▸ RECORD SET:
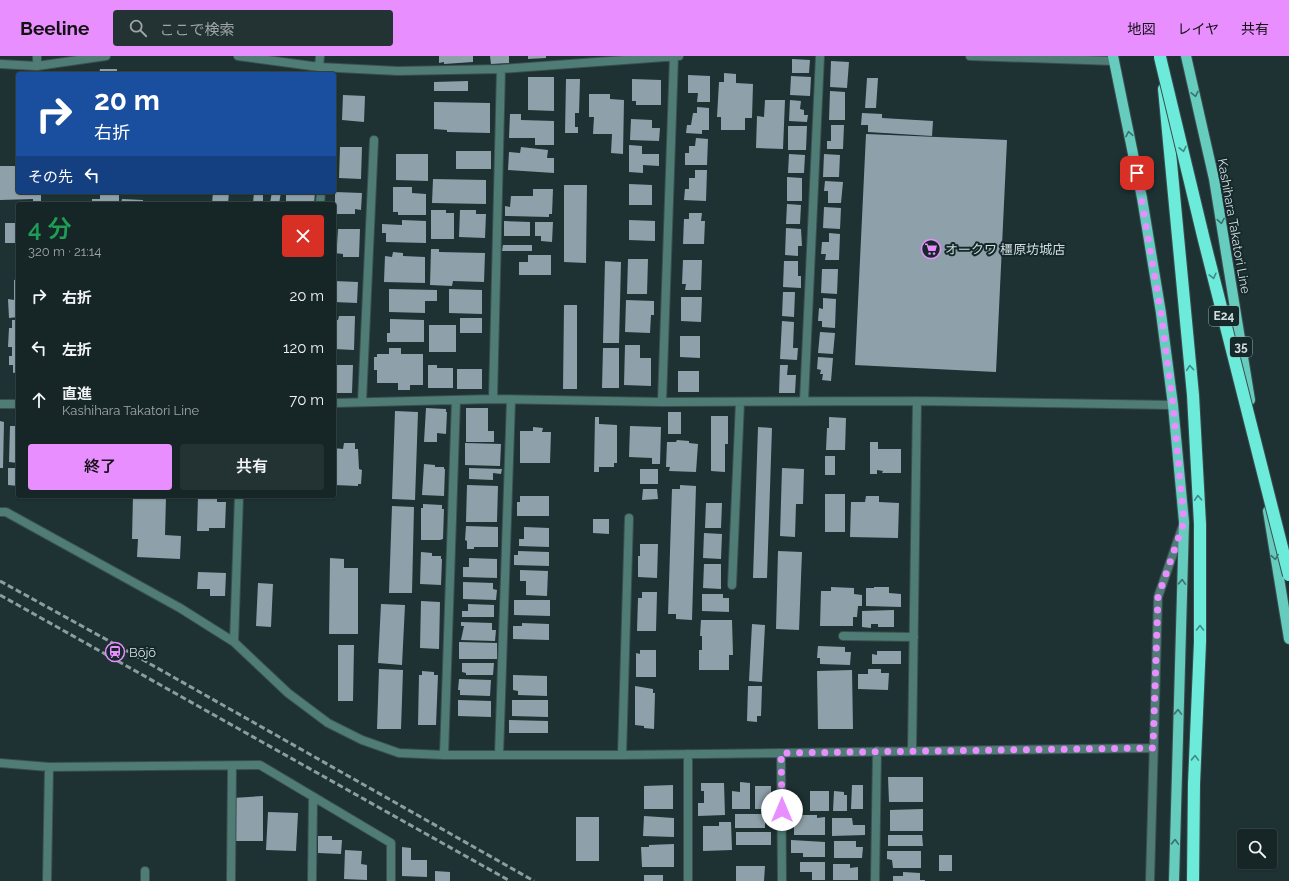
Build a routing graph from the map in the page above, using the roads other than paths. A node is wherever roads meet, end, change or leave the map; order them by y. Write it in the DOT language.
graph roads {
  1 [pos="37,56"];
  2 [pos="106,56"];
  3 [pos="238,56"];
  4 [pos="320,56"];
  5 [pos="674,56"];
  6 [pos="679,56"];
  7 [pos="820,56"];
  8 [pos="970,56"];
  9 [pos="1160,56"];
  10 [pos="1186,56"];
  11 [pos="599,59"];
  12 [pos="1114,59"];
  13 [pos="0,64"];
  14 [pos="37,66"];
  15 [pos="319,67"];
  16 [pos="501,69"];
  17 [pos="330,71"];
  18 [pos="374,140"];
  19 [pos="493,399"];
  20 [pos="456,400"];
  21 [pos="511,400"];
  22 [pos="804,401"];
  23 [pos="917,401"];
  24 [pos="362,402"];
  25 [pos="662,402"];
  26 [pos="740,402"];
  27 [pos="336,403"];
  28 [pos="0,404"];
  29 [pos="16,404"];
  30 [pos="1173,405"];
  31 [pos="239,498"];
  32 [pos="0,512"];
  33 [pos="629,518"];
  34 [pos="1184,522"];
  35 [pos="1289,575"];
  36 [pos="732,585"];
  37 [pos="1281,595"];
  38 [pos="1289,609"];
  39 [pos="843,636"];
  40 [pos="914,637"];
  41 [pos="1289,639"];
  42 [pos="234,642"];
  43 [pos="1153,748"];
  44 [pos="877,751"];
  45 [pos="912,751"];
  46 [pos="781,753"];
  47 [pos="688,754"];
  48 [pos="444,755"];
  49 [pos="499,755"];
  50 [pos="622,755"];
  51 [pos="0,763"];
  52 [pos="232,766"];
  53 [pos="49,767"];
  54 [pos="1194,784"];
  55 [pos="313,797"];
  56 [pos="145,871"];
  57 [pos="47,881"];
  58 [pos="145,881"];
  59 [pos="231,881"];
  60 [pos="312,881"];
  61 [pos="391,881"];
  62 [pos="688,881"];
  63 [pos="782,881"];
  64 [pos="875,881"];
  65 [pos="1150,881"];
  66 [pos="1174,881"];
  67 [pos="1194,881"];
  68 [pos="1201,881"];
  1 -- 14 [label="street"];
  2 -- 14 [label="street"];
  3 -- 15 [label="street"];
  4 -- 15 [label="street"];
  5 -- 6 [label="street"];
  5 -- 11 [label="street"];
  5 -- 25 [label="street"];
  7 -- 22 [label="street"];
  8 -- 12 [label="street"];
  9 -- 35 [label="highway, E24, one-way, bridge"];
  54 -- 9 [label="highway, E24, one-way, bridge"];
  10 -- 37 [label="main road, Kashihara Takatori Line / 35, one-way"];
  11 -- 16 [label="street"];
  30 -- 12 [label="main road, one-way"];
  13 -- 14 [label="street"];
  15 -- 17 [label="street"];
  16 -- 17 [label="street"];
  16 -- 19 [label="street"];
  18 -- 24 [label="street"];
  19 -- 20 [label="street"];
  19 -- 21 [label="street"];
  20 -- 24 [label="street"];
  20 -- 48 [label="street"];
  21 -- 25 [label="street"];
  21 -- 49 [label="street"];
  22 -- 23 [label="street"];
  22 -- 26 [label="street"];
  23 -- 30 [label="street"];
  23 -- 40 [label="street"];
  24 -- 27 [label="street"];
  25 -- 26 [label="street"];
  26 -- 36 [label="street"];
  28 -- 29 [label="street"];
  30 -- 34 [label="main road"];
  31 -- 42 [label="street"];
  32 -- 42 [label="street"];
  33 -- 50 [label="street"];
  34 -- 43 [label="street"];
  66 -- 34 [label="main road, one-way"];
  37 -- 38 [label="street"];
  37 -- 41 [label="main road, Kashihara Takatori Line / 35"];
  39 -- 40 [label="street"];
  40 -- 45 [label="street"];
  42 -- 48 [label="street"];
  43 -- 45 [label="street"];
  43 -- 65 [label="street"];
  44 -- 45 [label="street"];
  44 -- 46 [label="street"];
  44 -- 64 [label="street"];
  46 -- 47 [label="street"];
  46 -- 63 [label="street"];
  47 -- 50 [label="street"];
  47 -- 62 [label="street"];
  48 -- 49 [label="street"];
  49 -- 50 [label="street"];
  51 -- 53 [label="street"];
  52 -- 53 [label="street"];
  52 -- 55 [label="street"];
  52 -- 59 [label="street"];
  53 -- 57 [label="street"];
  54 -- 67 [label="highway, E24"];
  54 -- 68 [label="highway"];
  55 -- 60 [label="street"];
  55 -- 61 [label="street"];
  56 -- 58 [label="street"];
}
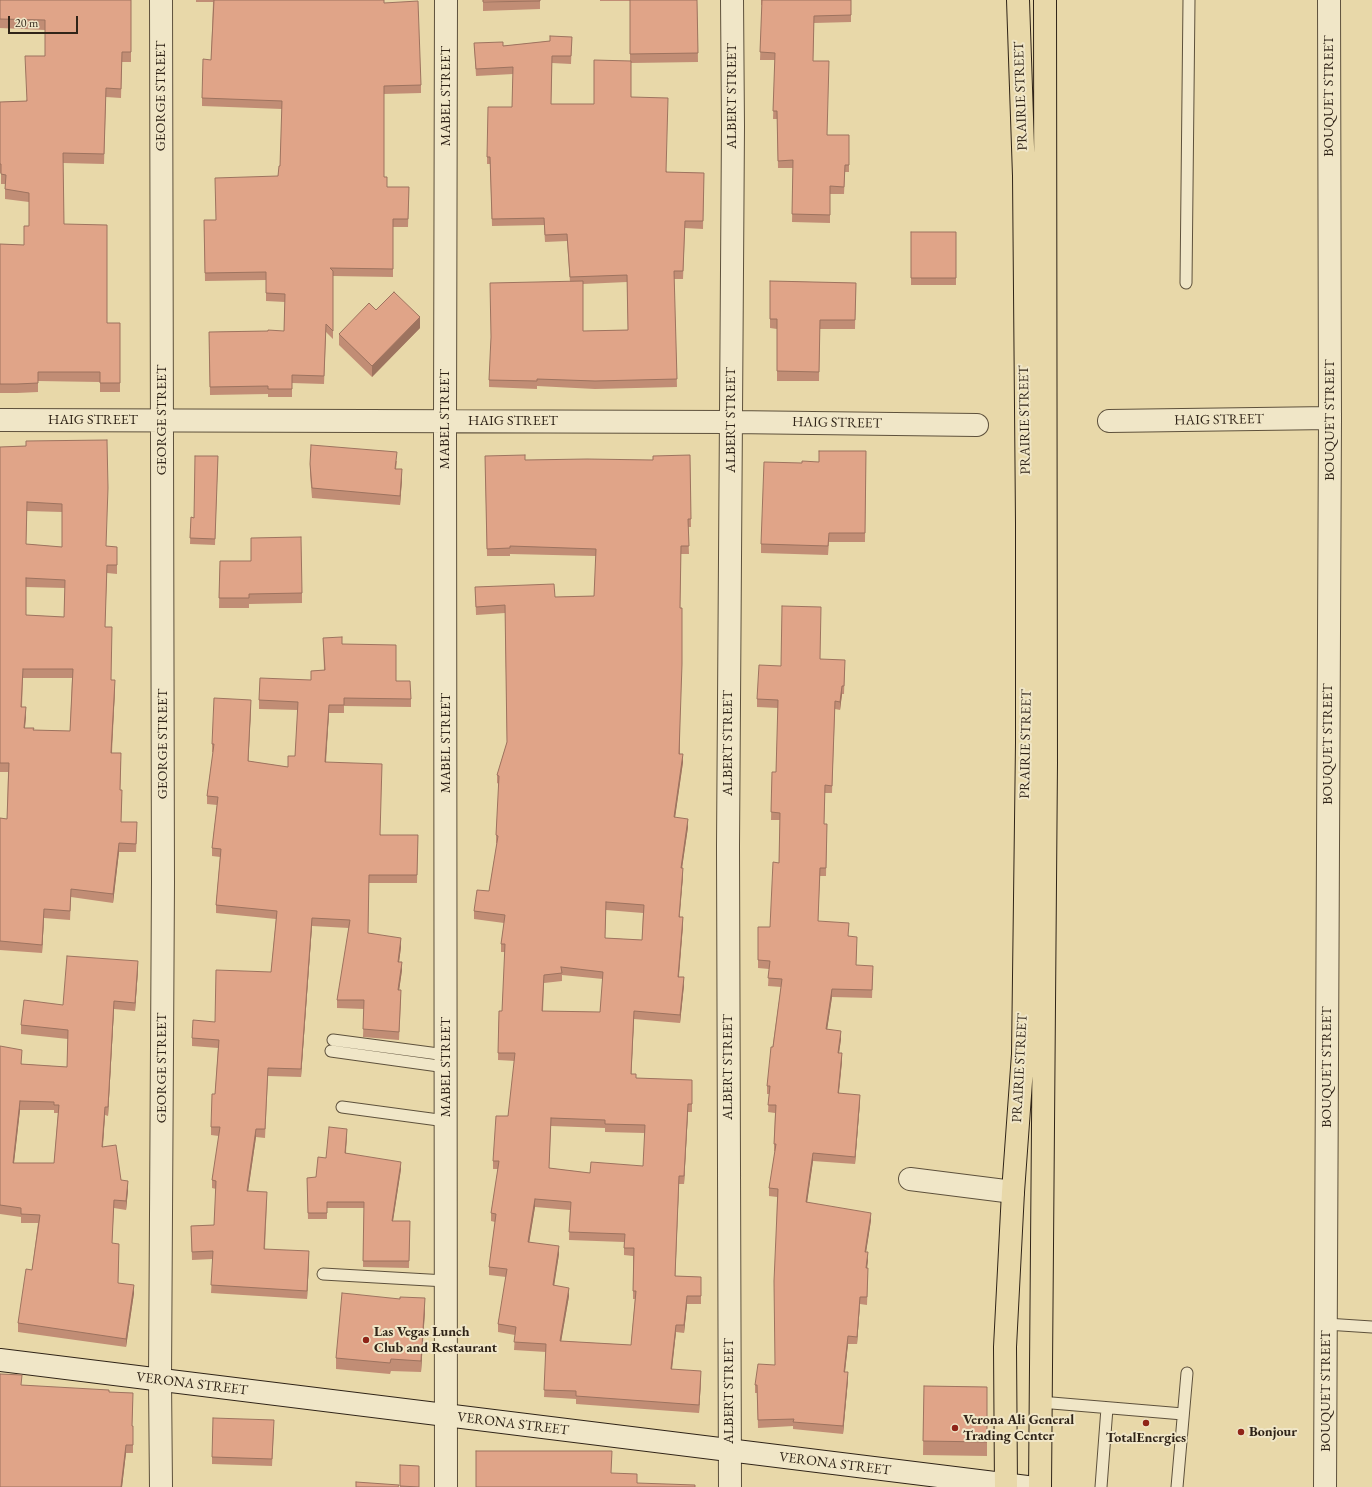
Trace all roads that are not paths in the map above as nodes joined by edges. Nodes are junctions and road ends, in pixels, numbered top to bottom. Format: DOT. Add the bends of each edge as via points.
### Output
graph roads {
  1 [pos="161,0"];
  2 [pos="446,0"];
  3 [pos="732,0"];
  4 [pos="1018,0"];
  5 [pos="1046,0"];
  6 [pos="1188,0"];
  7 [pos="1329,0"];
  8 [pos="1186,283"];
  9 [pos="1330,418"];
  10 [pos="0,420"];
  11 [pos="162,420"];
  12 [pos="445,421"];
  13 [pos="1109,421"];
  14 [pos="731,422"];
  15 [pos="977,425"];
  16 [pos="332,1045"];
  17 [pos="446,1061"];
  18 [pos="342,1107"];
  19 [pos="446,1121"];
  20 [pos="910,1179"];
  21 [pos="1013,1192"];
  22 [pos="323,1274"];
  23 [pos="446,1281"];
  24 [pos="1326,1324"];
  25 [pos="1372,1327"];
  26 [pos="0,1360"];
  27 [pos="1187,1373"];
  28 [pos="160,1380"];
  29 [pos="1040,1402"];
  30 [pos="1107,1408"];
  31 [pos="1183,1414"];
  32 [pos="446,1415"];
  33 [pos="729,1450"];
  34 [pos="1012,1486"];
  35 [pos="161,1487"];
  36 [pos="446,1487"];
  37 [pos="730,1487"];
  38 [pos="1040,1487"];
  39 [pos="1101,1487"];
  40 [pos="1177,1487"];
  41 [pos="1325,1487"];
  1 -- 11 [label="street, GEORGE STREET"];
  2 -- 12 [label="street, MABEL STREET"];
  3 -- 14 [label="street, ALBERT STREET"];
  4 -- 21 [label="main road, PRAIRIE STREET" via="1024,176 1027,743 1022,1054"];
  5 -- 29 [label="main road, PRAIRIE STREET" via="1045,1014"];
  6 -- 8 [label="lane"];
  7 -- 9 [label="street, BOUQUET STREET"];
  9 -- 13 [label="street, HAIG STREET"];
  9 -- 24 [label="street, BOUQUET STREET"];
  10 -- 11 [label="street, HAIG STREET"];
  11 -- 12 [label="street, HAIG STREET"];
  11 -- 28 [label="street, GEORGE STREET" via="164,881"];
  12 -- 14 [label="street, HAIG STREET"];
  12 -- 17 [label="street, MABEL STREET"];
  14 -- 15 [label="street, HAIG STREET"];
  14 -- 33 [label="street, ALBERT STREET" via="728,846"];
  16 -- 17 [label="lane"];
  17 -- 19 [label="street, MABEL STREET"];
  18 -- 19 [label="lane"];
  19 -- 23 [label="street, MABEL STREET"];
  20 -- 21 [label="street"];
  21 -- 34 [label="main road, PRAIRIE STREET" via="1006,1347"];
  22 -- 23 [label="lane"];
  23 -- 32 [label="street, MABEL STREET"];
  24 -- 25 [label="lane"];
  24 -- 41 [label="street, BOUQUET STREET"];
  26 -- 28 [label="street, VERONA STREET"];
  27 -- 31 [label="lane"];
  28 -- 32 [label="street, VERONA STREET"];
  28 -- 35 [label="street, GEORGE STREET"];
  29 -- 30 [label="lane"];
  29 -- 38 [label="main road, PRAIRIE STREET"];
  30 -- 31 [label="lane"];
  30 -- 39 [label="lane"];
  31 -- 40 [label="lane"];
  32 -- 33 [label="street, VERONA STREET"];
  32 -- 36 [label="street, MABEL STREET"];
  33 -- 34 [label="street, VERONA STREET"];
  33 -- 37 [label="street, ALBERT STREET"];
}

▸ ASSIGNMENT: Within the entries, determine the count of lines containing the string "GEORGE" and output it alone.

▸ EXPECTED ANSWER: 3